When we select Environment Layer, you'll get this thing that looks like a basketball icon and that's just letting us know that this will now be used as an environmental layer. So if we open the options for Layer 7, notice we only have options. When we open that, there is an option to Appear in Reflections On which is exactly what we want. We want the reflections to mimic the sky. But if you click that one more time, you could see Appears in Reflections Only. We didn't see it in the scene beforehand because we do have this shadow catcher layer, since we set Appears in Reflections Only.
Now let's scroll in so we can see the magnification a little more closely. Now that we're closer into a logo, let's scroll up and select our Shapes Outlines. Press AA to open up its Geometry and Material Options. There we go! In order to have this be seen by reflections, we need actually add some intensity to our reflections. Notice Reflection Intensity is set to 0. So let's change this to about 75 and set that.
If we wait for a second, you should see the reflections appearing in the sides of our Shape layer. So hold on one second here and we'll let it render. Now you can see it's created a very shiny, metallic look. You can decrease the Sharpness if you want to blur this out a little bit, or if we orbit it around with the camera, you could see this on the face a little more clearly. Reflection Rolloff is an interesting setting. You can crank this up if you want the reflection to decrease over time, sort of like shadow feathering as it moves away from an object. Now let's move on.
Instead of using this environmental map for our logo, let's use one that would match our final composite.
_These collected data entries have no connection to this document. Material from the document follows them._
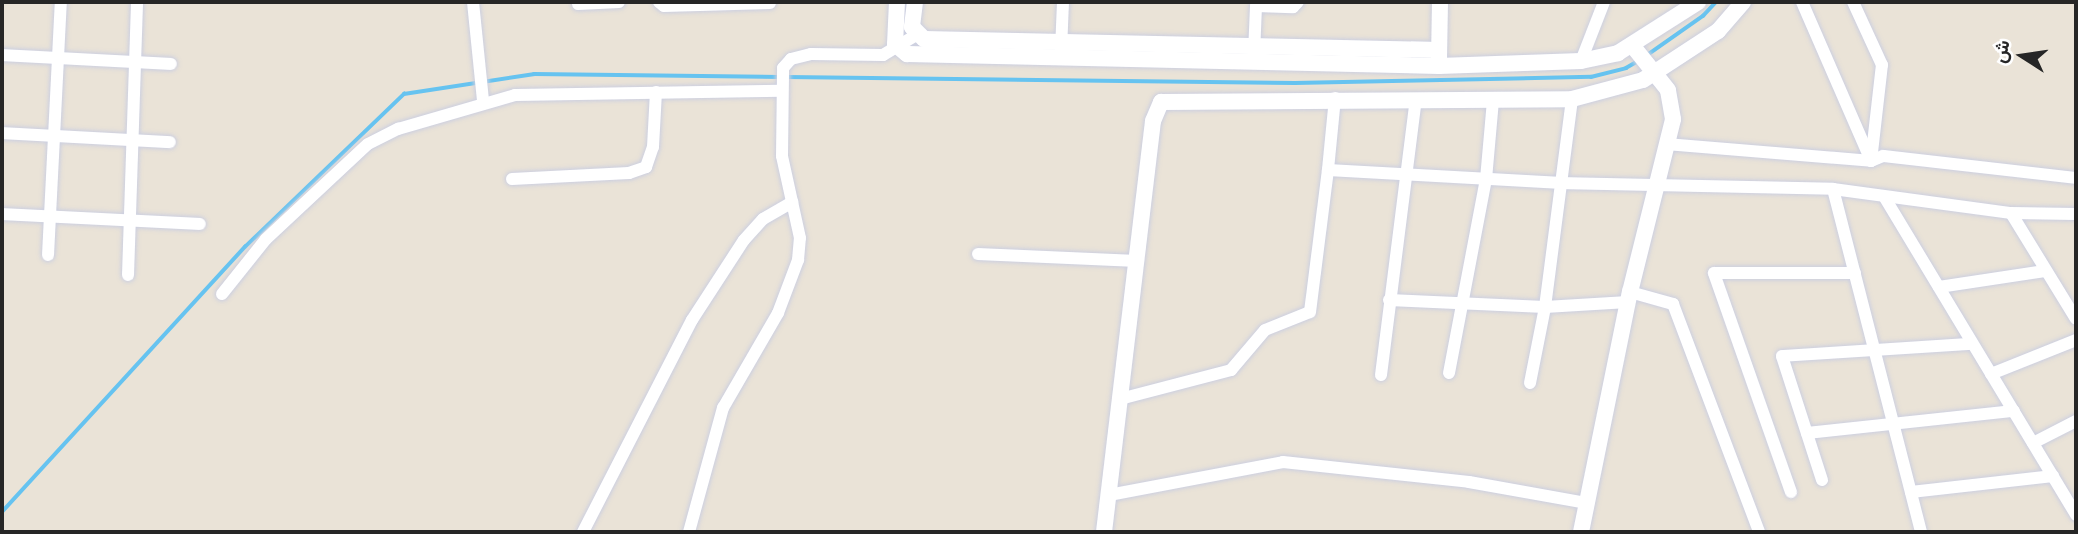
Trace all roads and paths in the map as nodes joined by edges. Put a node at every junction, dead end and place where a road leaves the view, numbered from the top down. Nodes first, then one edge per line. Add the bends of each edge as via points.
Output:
1 (61, 2) edge
2 (137, 2) edge
3 (473, 2) edge
4 (618, 2) edge
5 (659, 2) edge
6 (897, 2) edge
7 (915, 2) edge
8 (1063, 2) edge
9 (1298, 2) edge
10 (1440, 2) edge
11 (1604, 2) edge
12 (1698, 2) edge
13 (1743, 2) edge
14 (1802, 2) edge
15 (1853, 2) edge
16 (771, 3) edge
17 (579, 4) dead end
18 (916, 34) junction
19 (1632, 45) junction
20 (898, 50) junction
21 (1061, 50) junction
22 (2, 55) edge
23 (1254, 55) junction
24 (58, 58) junction
25 (1439, 58) junction
26 (1581, 61) junction
27 (136, 62) junction
28 (172, 64) dead end
29 (1654, 73) junction
30 (782, 82) junction
31 (656, 92) junction
32 (481, 95) junction
33 (1335, 98) junction
34 (1416, 99) junction
35 (1572, 100) junction
36 (1493, 102) junction
37 (2, 133) edge
38 (54, 136) junction
39 (133, 140) junction
40 (170, 142) dead end
41 (1666, 144) junction
42 (1871, 161) junction
43 (1328, 170) junction
44 (1407, 177) junction
45 (2076, 178) edge
46 (512, 179) dead end
47 (1486, 179) junction
48 (1657, 182) junction
49 (1558, 183) junction
50 (1833, 189) junction
51 (1885, 198) junction
52 (793, 202) junction
53 (2011, 213) junction
54 (2, 214) edge
55 (2076, 214) edge
56 (50, 216) junction
57 (130, 220) junction
58 (200, 224) dead end
59 (978, 254) dead end
60 (48, 255) dead end
61 (1137, 261) junction
62 (2045, 271) junction
63 (1855, 273) junction
64 (128, 275) dead end
65 (1939, 287) junction
66 (222, 294) dead end
67 (1629, 297) junction
68 (1389, 300) junction
69 (1461, 306) junction
70 (1545, 307) junction
71 (2076, 319) edge
72 (2076, 340) edge
73 (1970, 344) junction
74 (1871, 348) junction
75 (1449, 373) dead end
76 (1381, 374) dead end
77 (1991, 374) junction
78 (1530, 383) dead end
79 (1120, 399) junction
80 (2014, 411) junction
81 (1893, 420) junction
82 (2076, 422) edge
83 (1807, 433) junction
84 (2033, 443) junction
85 (2053, 476) junction
86 (1822, 480) dead end
87 (1791, 492) dead end
88 (1911, 492) junction
89 (1108, 495) junction
90 (1587, 503) junction
91 (2075, 509) edge
92 (583, 532) edge
93 (689, 532) edge
94 (1104, 532) edge
95 (1581, 532) edge
96 (1759, 532) edge
97 (1921, 532) edge

1 - 24 street
2 - 27 street
3 - 32 street
4 - 17 street
5 - 16 street via 664,6
6 - 20 street
7 - 18 street
8 - 21 street
9 - 23 street via 1293,7 1256,6
10 - 25 street
11 - 26 street
12 - 19 street
13 - 29 street via 1718,31
14 - 42 street
15 - 42 street via 1882,65
18 - 20 street
18 - 21 street via 924,39
19 - 26 street
19 - 29 street
20 - 21 street via 913,54
20 - 30 street via 883,55 811,54 788,61
21 - 23 street
22 - 24 street
23 - 25 street
24 - 27 street
24 - 38 street
25 - 26 street
27 - 28 street
27 - 39 street
29 - 35 street
29 - 41 street via 1668,90 1673,108
30 - 31 street
30 - 52 street via 782,156
31 - 32 street
31 - 46 street via 653,147 646,167 629,173
32 - 66 street via 368,144 266,239
33 - 34 street
33 - 43 street
33 - 61 street via 1161,102 1155,113
34 - 36 street
34 - 44 street
35 - 36 street
35 - 49 street
36 - 47 street
37 - 38 street
38 - 39 street
38 - 56 street
39 - 40 street
39 - 57 street
41 - 42 street
41 - 48 street
42 - 45 street via 1882,156
43 - 44 street
43 - 79 street via 1310,312 1265,330 1231,370
44 - 47 street
44 - 68 street
47 - 49 street
47 - 69 street
48 - 49 street
48 - 50 street
48 - 67 street
49 - 70 street
50 - 51 street
50 - 63 street
51 - 53 street
51 - 65 street
52 - 92 street via 763,219 744,240 692,320
52 - 93 street via 800,238 791,284 723,408
53 - 55 street
53 - 62 street
54 - 56 street
56 - 57 street
56 - 60 street
57 - 58 street
57 - 64 street
59 - 61 street
61 - 79 street
62 - 65 street
62 - 71 street
63 - 74 street
63 - 87 street via 1714,272
65 - 73 street
67 - 70 street
67 - 90 street
67 - 96 street via 1673,304
68 - 69 street
68 - 76 street
69 - 70 street
69 - 75 street
70 - 78 street
72 - 77 street
73 - 74 street
73 - 77 street
74 - 81 street
74 - 83 street via 1782,356
77 - 80 street
79 - 89 street
80 - 81 street
80 - 84 street
81 - 83 street
81 - 88 street
82 - 84 street
83 - 86 street
84 - 85 street
85 - 88 street
85 - 91 street
88 - 97 street
89 - 90 street via 1283,463 1469,482
89 - 94 street
90 - 95 street

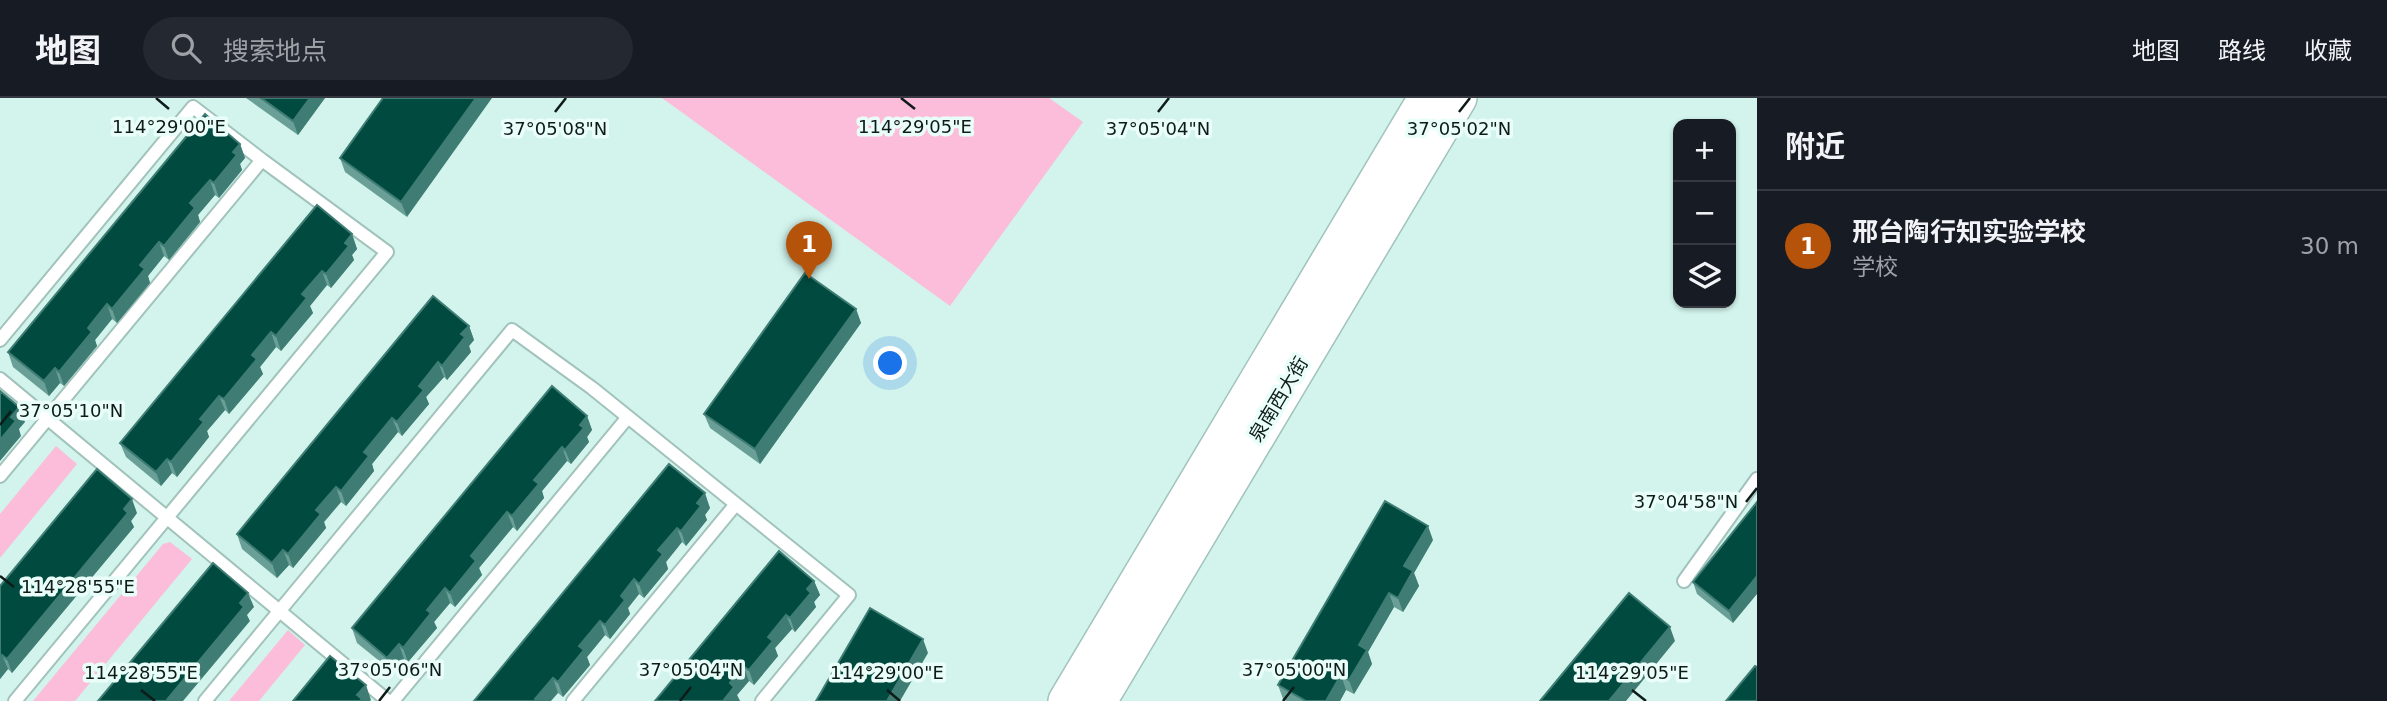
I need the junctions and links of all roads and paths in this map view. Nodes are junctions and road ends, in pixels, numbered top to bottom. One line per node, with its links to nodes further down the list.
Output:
1 (1426, 98): 19 (main road, 泉南西大街)
2 (1459, 98): 20 (main road, 泉南西大街)
3 (262, 160): 4 (lane); 7 (lane); 11 (lane)
4 (0, 340)
5 (0, 379): 7 (lane)
6 (628, 417): 10 (lane); 13 (lane); 16 (lane)
7 (48, 419): 8 (lane); 11 (lane)
8 (0, 476)
9 (1757, 479): 12 (lane)
10 (736, 504): 17 (lane); 18 (lane)
11 (167, 518): 13 (lane); 14 (lane)
12 (1684, 581)
13 (279, 611): 15 (lane); 16 (lane)
14 (15, 701)
15 (205, 701)
16 (390, 701)
17 (573, 701)
18 (762, 701)
19 (1066, 701)
20 (1099, 701)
So double-click in the Project panel and navigate through your exercise files once again to the Footage folder, and in here, let's open the Video folder. In the Video folder, there's our QuickTime that we're going to have on the back of our composite called Desk_1080. Let's choose that and click Open. And to add this to our comp, we can just drag it down just above Layer 8 and right-click on it and choose Environment Layer.
As I'm looking at this, you can see in the layer, it does not exist the entire length of my composition. Environment layers are just like cameras, in the fact that you can have more than one in a composition. Whichever layer is higher in the layer hierarchy is going to be the one that ends up getting rendered. If you're waiting a long time for your renders to happen, sometimes you can just press Caps Lock and that will stop the refresh of the scene up here. That'll also allow you to navigate around in your comp and make changes to parameters not having to worry about whether or not you can see an update.
So select Layer 8 and press O. I want to move to the end of that layer and press N because I want to reset my work area to only be as long as that one clip. I don't need it to be as long as the entire comp, again, because our final composite is going to just have this QuickTime as the background. If we look at the options for our material here, we need to make sure that Appears in Reflections is set to Only. So if it says On, toggle it to Only. Now finally, we can collapse Layer 8 and delete Layer 7 because we don't necessarily need that.
And if we turn off our Caps Lock, our scene will refresh, so you can see a little more clearly how the reflections in this specific layer are going to add to the realism of our logo once we create our final composite.